Work to be completed
The data below holds a line containing "M717 187 718" and a line containing "M401 278 400"; please quote exactly those two lines and every line between them, and nothing else.

Available records
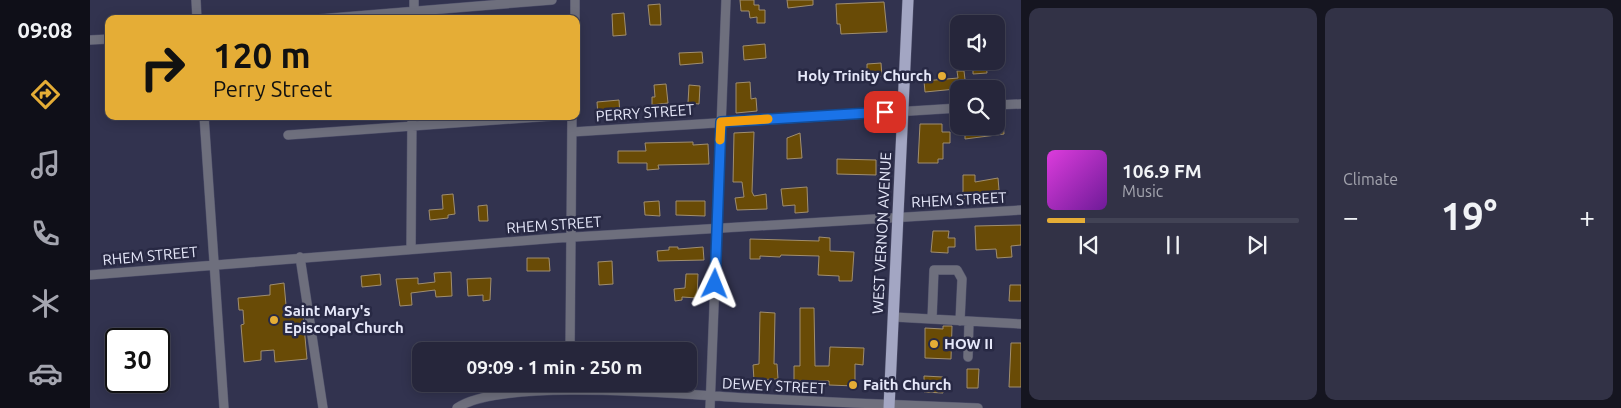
<!DOCTYPE html>
<html lang="en">
<head>
<meta charset="utf-8">
<style>
	body { margin:0; font-family:Ubuntu,sans-serif; background:#323246; color:#f1f3f6; height:100vh; display:flex; flex-direction:column; font-size:19px; white-space:nowrap }
	* { box-sizing:border-box; margin:0 }
	p { font-size:16px; color:#a4a5af }
	.icon { flex:none; width:28px; height:28px; fill:none; stroke:currentColor; stroke-width:2; stroke-linecap:round; stroke-linejoin:round }
	.map { position:relative; flex:1; overflow:hidden }
	.panel { display:flex; flex-direction:column; gap:8px; padding:8px; background:#151520; width:600px }
	.panel>* { flex:none }
	.top-card { position:absolute; left:15px; top:15px; width:475px; height:105px; border-radius:10px; box-shadow:0 2px 12px #0003,0 0 0 1px #424355; background:#e5ad36; color:#111; overflow:hidden }
	.buttons { position:absolute; left:860px; top:15px; display:grid; gap:10px }
	.buttons a { display:grid; place-items:center; width:55px; height:55px; border-radius:10px; background:#26263b; box-shadow:0 2px 12px #0003,0 0 0 1px #424355; font-size:25px }
	.speed { position:absolute; left:15px; top:328px; display:flex; gap:10px; font-size:25px; font-weight:700; text-align:center }
	.speed>* { display:grid; place-content:center; width:65px; height:65px; border-radius:50%; background:#26263b; box-shadow:0 2px 12px #0003,0 0 0 1px #424355; line-height:1 }
	.speed .limit { border:2px solid #111; border-radius:8px; background:#fff; color:#111 }
	.pin { position:absolute; display:grid; place-items:center; width:42px; height:42px; color:#fff; margin:-21px; border-radius:10px; box-shadow:0 2px 8px #0006 }
	.me { position:absolute; width:55px; margin:-28px; rotate:2deg; stroke-linejoin:round; filter:drop-shadow(0 0 4px #0008) }
	.turn { display:flex; align-items:center; gap:18px; height:105px; padding:0 25px; font-size:22px }
	.turn .icon { width:65px; height:65px; stroke-width:2.5 }
	.turn b { display:block; font-size:35px; line-height:42px }
	.big { font-size:38px; font-weight:600; line-height:1.1 }
	.panel .card { flex:1; display:flex; flex-direction:column; justify-content:center; gap:8px; min-width:0; padding:0 18px; border-radius:10px; background:#323246 }
	.song { display:flex; align-items:center; gap:15px }
	.cover { width:60px; height:60px; border-radius:8px; background:linear-gradient(135deg,hsl(300 70% 55%),hsl(280 70% 35%)) }
	.played { height:5px; border-radius:2px; background:linear-gradient(90deg,#e5ad36 15%,#424355 15%) }
	.keys { display:flex; justify-content:space-around; direction:ltr }
	.heat { display:flex; justify-content:space-between; align-items:center; font-size:28px; direction:ltr }
	.panel .tiles { flex:1; display:grid; gap:8px; grid-template-columns:repeat(2,1fr) }
	.trip { position:absolute; left:322px; top:342px; width:285px; height:50px; border-radius:10px; background:#26263b; box-shadow:0 2px 12px #0003,0 0 0 1px #424355; font-weight:600; line-height:50px; text-align:center }
	main { display:flex; flex:1; min-height:0 }
	.dock { display:flex; flex-direction:column; width:90px; justify-content:space-around; align-items:center; background:#0f0f18; color:#a4a5af }
	.dock .icon { width:35px; height:35px }
	.dock .current { color:#e5ad36 }
	.dock b { font-size:22px; color:#f1f3f6 }
	.map>svg:first-child { display:block }
	.building { fill:#694b06; stroke:#a08e6f }
	.lines { fill:none; stroke-linecap:round; stroke-linejoin:round }
	.minor-casing { stroke:#4f506a; stroke-width:10 }
	.major-casing { stroke:#4f506a; stroke-width:12 }
	.minor { stroke:#6e6f7d; stroke-width:9 }
	.major { stroke:#a3a6c3; stroke-width:11 }
	.route-casing { stroke:#114b97; stroke-width:12 }
	.route { stroke:#1a73e8; stroke-width:9 }
	.slow { stroke:#f59e0b; stroke-width:9 }
	.poi-dot { fill:#e5ad36; stroke:#282944; stroke-width:2 }
	.labels { text-anchor:middle; stroke-width:5; stroke-linejoin:round; paint-order:stroke }
	.poi-label { font-size:15px; font-weight:bold; fill:#e5e7f9; stroke:#282944; text-anchor:start }
	.street-label { font-size:15px; fill:#e5e7f9; stroke:#282944 }
</style>
</head>
<body>
<main>
<nav class="dock">
<b>09:08</b>
<svg class="icon current" aria-label="directions" viewBox="0 0 24 24"><path d="M12 3l9 9-9 9-9-9zM9 14v-3h6M13 9l2 2-2 2"/></svg>
<svg class="icon" aria-label="music" viewBox="0 0 24 24"><path d="M9 18V5l10-2v13"/><circle cx="6" cy="18" r="3"/><circle cx="16" cy="16" r="3"/></svg>
<svg class="icon" aria-label="phone" viewBox="0 0 24 24"><path d="M5 4h4l2 5-3 2q2 4 5 5l2-3 5 2v4C11 20 4 13 5 4z"/></svg>
<svg class="icon" aria-label="climate" viewBox="0 0 24 24"><path d="M12 3v18M4 7l16 10M4 17L20 7"/></svg>
<svg class="icon" aria-label="car" viewBox="0 0 24 24"><path d="M5 17H2v-5l4-1 3-4h7l3 4 3 1v5h-3M9 17h6M6 11h13"/><circle cx="7" cy="17" r="2"/><circle cx="17" cy="17" r="2"/></svg>
</nav>
<div class="map">
<svg width="931" height="408" viewBox="0 0 931 408">
	<rect width="100%" height="100%" fill="#32334f"/>
	<path class="building" d="M650 0H664V5H669V10H675V23H667V17L660 18 659 11H651Z
		M697 0H723V5L698 8Z
		M794 2 797 32 751 34 750 24H747L746 4Z
		M570 4 571 25H560L558 5Z
		M534 13 536 35 523 36 522 14Z
		M675 44 676 58 654 60 653 46Z
		M612 52 613 63 590 65 589 53Z
		M883 61H896L897 73 883 74Z
		M791 63 792 76 777 77V64Z
		M867 71H874L876 88 835 92 834 81 868 78Z
		M660 82 661 99 666 98 667 111 646 113V83Z
		M576 84 578 103 562 105V97H565L564 85Z
		M599 85 610 86 609 104 598 103Z
		M529 100 530 115 508 116 507 102Z
		M906 111H912L914 134 875 139V126H906Z
		M830 124H852V132H860V143H853V159H848V163H828Z
		M664 132 662 192 664 196 676 194 677 209 647 210 645 198 654 197 652 182H643L644 133Z
		M710 133 712 158 697 159V138Z
		M603 142V145L618 144 619 164 568 165 569 169 557 170V163H528V151H556L555 143Z
		M747 159 786 160V175L747 174Z
		M873 175H885V182L908 178 909 190 885 194V199H873Z
		M717 187 718 212 705 213V205L693 206 691 189Z
		M363 194 365 214 358 215V218L340 220 339 210 353 209 352 195Z
		M569 201 570 216 555 215 554 202Z
		M586 201H615V216L586 215Z
		M397 205 398 221H389L388 206Z
		M931 225V245L921 246 922 257 907 258 906 249 886 250 885 226Z
		M843 231H859L858 238H865V247H858V253L841 252Z
		M729 237 740 238V251L764 252 762 281H749V276L728 275 729 256 691 255 690 257 670 256V259H660V239L729 241Z
		M579 247H588V249L613 247 614 260 568 261 567 251 579 250Z
		M437 258H459L460 271H437Z
		M522 261 523 284 509 285 508 262Z
		M361 272 362 296 346 297 345 290 321 293 322 305 310 306 306 279 328 278V284L345 282 344 273Z
		M290 274 291 285 272 287 271 276Z
		M596 274H608L607 298 592 297V300L585 301 584 289 595 288Z
		M401 278 400 300 393 301V295L378 296 377 279Z
		M194 283 197 316 213 315 217 359 185 362 184 350 171 351V360L154 362 151 325 154 324 153 310H149L148 298 180 295V285Z
		M920 285H931V301H919Z
		M710 308H724L725 366H739L740 347 774 348 773 365 765 364V386L739 385V381H704V366H710Z
		M670 312 685 313 684 364H687L688 379 664 380 663 365 669 364Z
		M853 326H862L861 359 835 358V328L853 329Z
		M921 343H931V387H919Z
		M877 369H889L888 388H877Z
		M834 376 853 377V393L834 392Z"/>
	<g class="lines">
		<defs>
			<path id="minor" d="M106 0 107 19
				M229 19 462 0
				M324 19V0
				M485 19V0
				M0 40 19 39
				M906 105 931 104
				M114 116 134 408
				M482 132 869 108
				M198 135 463 116
				M321 249 322 116
				M210 257 233 408
				M0 275 468 238 931 210
				M804 317 931 324
				M842 319 844 270H867L872 279 870 321
				M480 351 482 116
				M878 357 879 322
				M367 408C410 377 597 395 656 398 733 402 811 405 888 408
				M620 408 636 0"/>
			<path id="major" d="M799 408 818 0"/>
		</defs>
		<use href="#minor" class="minor-casing"/>
		<use href="#major" class="major-casing"/>
		<use href="#minor" class="minor"/>
		<use href="#major" class="major"/>
	</g>
	<g class="lines">
		<defs>
			<path id="route" d="M625 284 631 122 795 112"/>
		</defs>
		<use href="#route" class="route-casing"/>
		<use href="#route" class="route"/>
		<path class="slow" d="M630 140 631 122 678 119"/>
	</g>
	<g class="poi-dot">
		<circle cx="852" cy="76" r="5"/>
		<circle cx="184" cy="320" r="5"/>
		<circle cx="844" cy="344" r="5"/>
		<circle cx="763" cy="385" r="5"/>
	</g>
	<g class="labels">
		<g class="poi-label">
			<text x="842" y="81" text-anchor="end">Holy Trinity Church</text>
			<text x="194" y="316">Saint Mary's<tspan x="194" dy="17">Episcopal Church</tspan></text>
			<text x="854" y="349">HOW II</text>
			<text x="773" y="390">Faith Church</text>
		</g>
		<g class="street-label">
			<text transform="translate(555 113) rotate(-4)" y="5">PERRY STREET</text>
			<text transform="translate(869 200) rotate(-3)" y="5">RHEM STREET</text>
			<text transform="translate(464 225) rotate(-4)" y="5">RHEM STREET</text>
			<text transform="translate(792 233) rotate(-87)" y="5">WEST VERNON AVENUE</text>
			<text transform="translate(60 256) rotate(-5)" y="5">RHEM STREET</text>
			<text transform="translate(684 386) rotate(3)" y="5">DEWEY STREET</text>
		</g>
	</g>
</svg>
<div class="buttons">
<a><svg class="icon" aria-label="sound" viewBox="0 0 24 24"><path d="M4 9h4l5-4v14l-5-4H4zM17 9q2 3 0 6"/></svg></a>
<a><svg class="icon" aria-label="search" viewBox="0 0 24 24"><circle cx="10" cy="10" r="6"/><path d="M15 15l6 6"/></svg></a>
</div>
<div class="speed"><div class="limit">30</div></div>
<div class="pin" style="left:795px;top:112px;background:#d93025"><svg class="icon" aria-label="arrive" viewBox="0 0 24 24"><path d="M6 21V4h12l-3 4 3 4H6"/></svg></div>
<svg class="me" style="left:625px;top:284px" viewBox="-20 -20 40 40"><path d="M0-17L14 15 0 8-14 15z" fill="#1a73e8" stroke="#fff" stroke-width="4"/></svg>
<div class="trip">09:09 · 1 min · 250 m</div>
<div class="top-card">
<div class="turn"><svg class="icon" aria-label="right" viewBox="0 0 24 24"><path d="M7 20v-9h11M14 6l5 5-5 5"/></svg><div><b>120 m</b>Perry Street</div></div>
</div>
</div>
<section class="panel">
<div class="tiles">
<div class="card">
<div class="song"><i class="cover"></i><div><b>106.9 FM</b><p>Music</p></div></div>
<div class="played"></div>
<div class="keys"><svg class="icon" aria-label="previous" viewBox="0 0 24 24"><path d="M18 5L8 12l10 7zM5 5v14"/></svg><svg class="icon" aria-label="pause" viewBox="0 0 24 24"><path d="M8 5v14M16 5v14"/></svg><svg class="icon" aria-label="next" viewBox="0 0 24 24"><path d="M6 5l10 7-10 7zM19 5v14"/></svg></div>
</div>
<div class="card"><p>Climate</p>
<div class="heat"><a>−</a><b class="big">19°</b><a>+</a></div>
</div>
</div>
</section>
</main>
</body>
</html>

Exercise output
		M717 187 718 212 705 213V205L693 206 691 189Z
		M363 194 365 214 358 215V218L340 220 339 210 353 209 352 195Z
		M569 201 570 216 555 215 554 202Z
		M586 201H615V216L586 215Z
		M397 205 398 221H389L388 206Z
		M931 225V245L921 246 922 257 907 258 906 249 886 250 885 226Z
		M843 231H859L858 238H865V247H858V253L841 252Z
		M729 237 740 238V251L764 252 762 281H749V276L728 275 729 256 691 255 690 257 670 256V259H660V239L729 241Z
		M579 247H588V249L613 247 614 260 568 261 567 251 579 250Z
		M437 258H459L460 271H437Z
		M522 261 523 284 509 285 508 262Z
		M361 272 362 296 346 297 345 290 321 293 322 305 310 306 306 279 328 278V284L345 282 344 273Z
		M290 274 291 285 272 287 271 276Z
		M596 274H608L607 298 592 297V300L585 301 584 289 595 288Z
		M401 278 400 300 393 301V295L378 296 377 279Z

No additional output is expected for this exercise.